[Start of section]
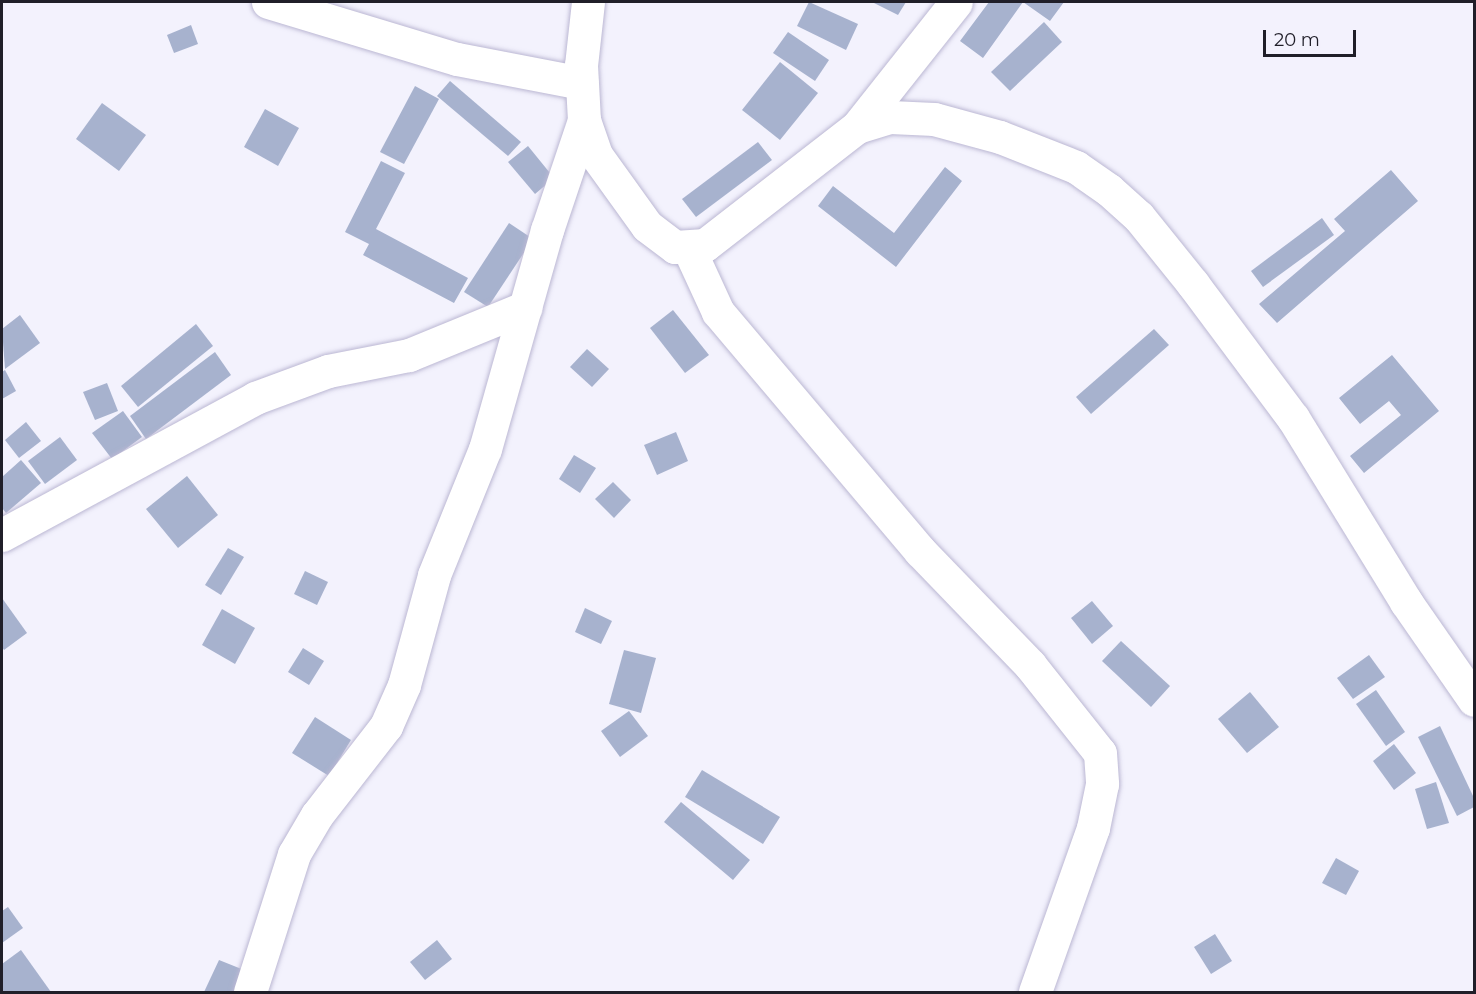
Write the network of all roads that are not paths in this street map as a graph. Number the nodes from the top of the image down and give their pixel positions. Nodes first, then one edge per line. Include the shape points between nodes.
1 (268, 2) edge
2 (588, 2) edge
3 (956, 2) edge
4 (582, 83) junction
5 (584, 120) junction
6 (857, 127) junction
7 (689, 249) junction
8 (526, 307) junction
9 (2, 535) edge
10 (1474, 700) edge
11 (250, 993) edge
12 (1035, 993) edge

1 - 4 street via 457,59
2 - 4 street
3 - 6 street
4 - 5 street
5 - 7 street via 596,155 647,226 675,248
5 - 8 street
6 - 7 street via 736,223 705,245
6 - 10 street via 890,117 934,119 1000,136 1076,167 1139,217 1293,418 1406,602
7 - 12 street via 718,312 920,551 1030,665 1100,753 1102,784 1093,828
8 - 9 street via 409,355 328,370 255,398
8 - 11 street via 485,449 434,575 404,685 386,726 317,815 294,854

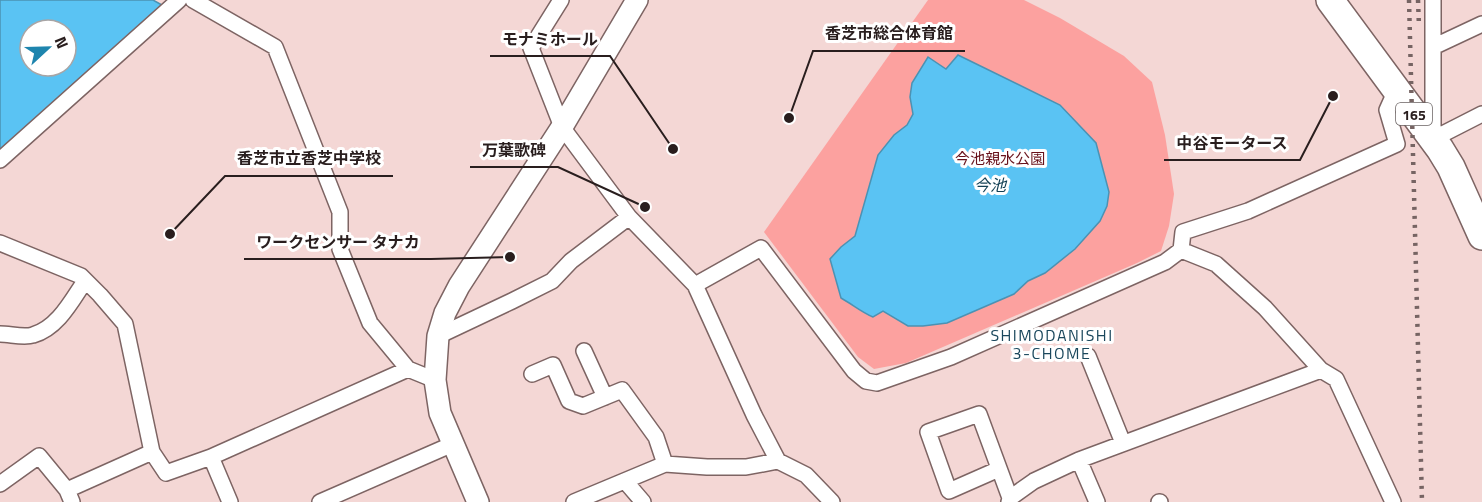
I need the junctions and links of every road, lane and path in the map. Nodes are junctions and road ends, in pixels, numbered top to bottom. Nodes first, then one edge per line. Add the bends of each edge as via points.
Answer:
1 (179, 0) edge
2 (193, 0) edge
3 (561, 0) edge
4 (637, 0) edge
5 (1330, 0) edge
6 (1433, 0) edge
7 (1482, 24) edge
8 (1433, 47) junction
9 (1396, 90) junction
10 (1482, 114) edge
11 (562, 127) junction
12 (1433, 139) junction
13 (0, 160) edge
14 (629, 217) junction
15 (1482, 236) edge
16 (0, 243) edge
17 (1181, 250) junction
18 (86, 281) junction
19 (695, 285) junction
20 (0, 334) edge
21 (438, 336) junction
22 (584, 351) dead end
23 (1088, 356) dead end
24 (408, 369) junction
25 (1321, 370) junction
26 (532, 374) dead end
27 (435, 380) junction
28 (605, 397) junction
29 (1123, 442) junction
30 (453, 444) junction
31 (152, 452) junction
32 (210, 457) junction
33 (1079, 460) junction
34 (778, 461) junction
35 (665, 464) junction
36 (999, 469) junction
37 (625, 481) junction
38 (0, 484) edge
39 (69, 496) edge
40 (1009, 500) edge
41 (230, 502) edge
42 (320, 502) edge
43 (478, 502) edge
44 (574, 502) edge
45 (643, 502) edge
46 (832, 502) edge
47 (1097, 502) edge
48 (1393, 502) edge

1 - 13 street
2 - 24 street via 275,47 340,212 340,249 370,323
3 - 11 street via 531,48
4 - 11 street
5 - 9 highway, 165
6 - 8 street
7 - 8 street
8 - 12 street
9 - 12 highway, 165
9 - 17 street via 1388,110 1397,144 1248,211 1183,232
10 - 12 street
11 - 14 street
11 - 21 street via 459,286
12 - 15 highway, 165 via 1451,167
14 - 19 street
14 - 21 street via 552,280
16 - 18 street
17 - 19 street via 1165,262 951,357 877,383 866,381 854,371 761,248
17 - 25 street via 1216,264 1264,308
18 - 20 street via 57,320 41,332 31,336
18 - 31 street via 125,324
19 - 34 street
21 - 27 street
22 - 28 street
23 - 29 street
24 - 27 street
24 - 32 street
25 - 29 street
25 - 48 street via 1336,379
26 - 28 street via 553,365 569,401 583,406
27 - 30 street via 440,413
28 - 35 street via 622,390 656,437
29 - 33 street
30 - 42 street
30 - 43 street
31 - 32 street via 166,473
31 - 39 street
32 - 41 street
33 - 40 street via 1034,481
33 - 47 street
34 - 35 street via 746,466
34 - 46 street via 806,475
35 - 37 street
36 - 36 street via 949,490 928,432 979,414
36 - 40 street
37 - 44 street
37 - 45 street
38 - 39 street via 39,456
[End of section]
• _Directions_: Would you give the material back exactly, minus the pictures?

• _Response to this task_:
Write the network of all roads that are not paths in this street map as a graph. Number the nodes from the top of the image down and give their pixel positions. Nodes first, then one edge per line. Include the shape points between nodes.
1 (268, 2) edge
2 (588, 2) edge
3 (956, 2) edge
4 (582, 83) junction
5 (584, 120) junction
6 (857, 127) junction
7 (689, 249) junction
8 (526, 307) junction
9 (2, 535) edge
10 (1474, 700) edge
11 (250, 993) edge
12 (1035, 993) edge

1 - 4 street via 457,59
2 - 4 street
3 - 6 street
4 - 5 street
5 - 7 street via 596,155 647,226 675,248
5 - 8 street
6 - 7 street via 736,223 705,245
6 - 10 street via 890,117 934,119 1000,136 1076,167 1139,217 1293,418 1406,602
7 - 12 street via 718,312 920,551 1030,665 1100,753 1102,784 1093,828
8 - 9 street via 409,355 328,370 255,398
8 - 11 street via 485,449 434,575 404,685 386,726 317,815 294,854

I need the junctions and links of every road, lane and path in the map. Nodes are junctions and road ends, in pixels, numbered top to bottom. Nodes first, then one edge per line. Add the bends of each edge as via points.
Answer:
1 (179, 0) edge
2 (193, 0) edge
3 (561, 0) edge
4 (637, 0) edge
5 (1330, 0) edge
6 (1433, 0) edge
7 (1482, 24) edge
8 (1433, 47) junction
9 (1396, 90) junction
10 (1482, 114) edge
11 (562, 127) junction
12 (1433, 139) junction
13 (0, 160) edge
14 (629, 217) junction
15 (1482, 236) edge
16 (0, 243) edge
17 (1181, 250) junction
18 (86, 281) junction
19 (695, 285) junction
20 (0, 334) edge
21 (438, 336) junction
22 (584, 351) dead end
23 (1088, 356) dead end
24 (408, 369) junction
25 (1321, 370) junction
26 (532, 374) dead end
27 (435, 380) junction
28 (605, 397) junction
29 (1123, 442) junction
30 (453, 444) junction
31 (152, 452) junction
32 (210, 457) junction
33 (1079, 460) junction
34 (778, 461) junction
35 (665, 464) junction
36 (999, 469) junction
37 (625, 481) junction
38 (0, 484) edge
39 (69, 496) edge
40 (1009, 500) edge
41 (230, 502) edge
42 (320, 502) edge
43 (478, 502) edge
44 (574, 502) edge
45 (643, 502) edge
46 (832, 502) edge
47 (1097, 502) edge
48 (1393, 502) edge

1 - 13 street
2 - 24 street via 275,47 340,212 340,249 370,323
3 - 11 street via 531,48
4 - 11 street
5 - 9 highway, 165
6 - 8 street
7 - 8 street
8 - 12 street
9 - 12 highway, 165
9 - 17 street via 1388,110 1397,144 1248,211 1183,232
10 - 12 street
11 - 14 street
11 - 21 street via 459,286
12 - 15 highway, 165 via 1451,167
14 - 19 street
14 - 21 street via 552,280
16 - 18 street
17 - 19 street via 1165,262 951,357 877,383 866,381 854,371 761,248
17 - 25 street via 1216,264 1264,308
18 - 20 street via 57,320 41,332 31,336
18 - 31 street via 125,324
19 - 34 street
21 - 27 street
22 - 28 street
23 - 29 street
24 - 27 street
24 - 32 street
25 - 29 street
25 - 48 street via 1336,379
26 - 28 street via 553,365 569,401 583,406
27 - 30 street via 440,413
28 - 35 street via 622,390 656,437
29 - 33 street
30 - 42 street
30 - 43 street
31 - 32 street via 166,473
31 - 39 street
32 - 41 street
33 - 40 street via 1034,481
33 - 47 street
34 - 35 street via 746,466
34 - 46 street via 806,475
35 - 37 street
36 - 36 street via 949,490 928,432 979,414
36 - 40 street
37 - 44 street
37 - 45 street
38 - 39 street via 39,456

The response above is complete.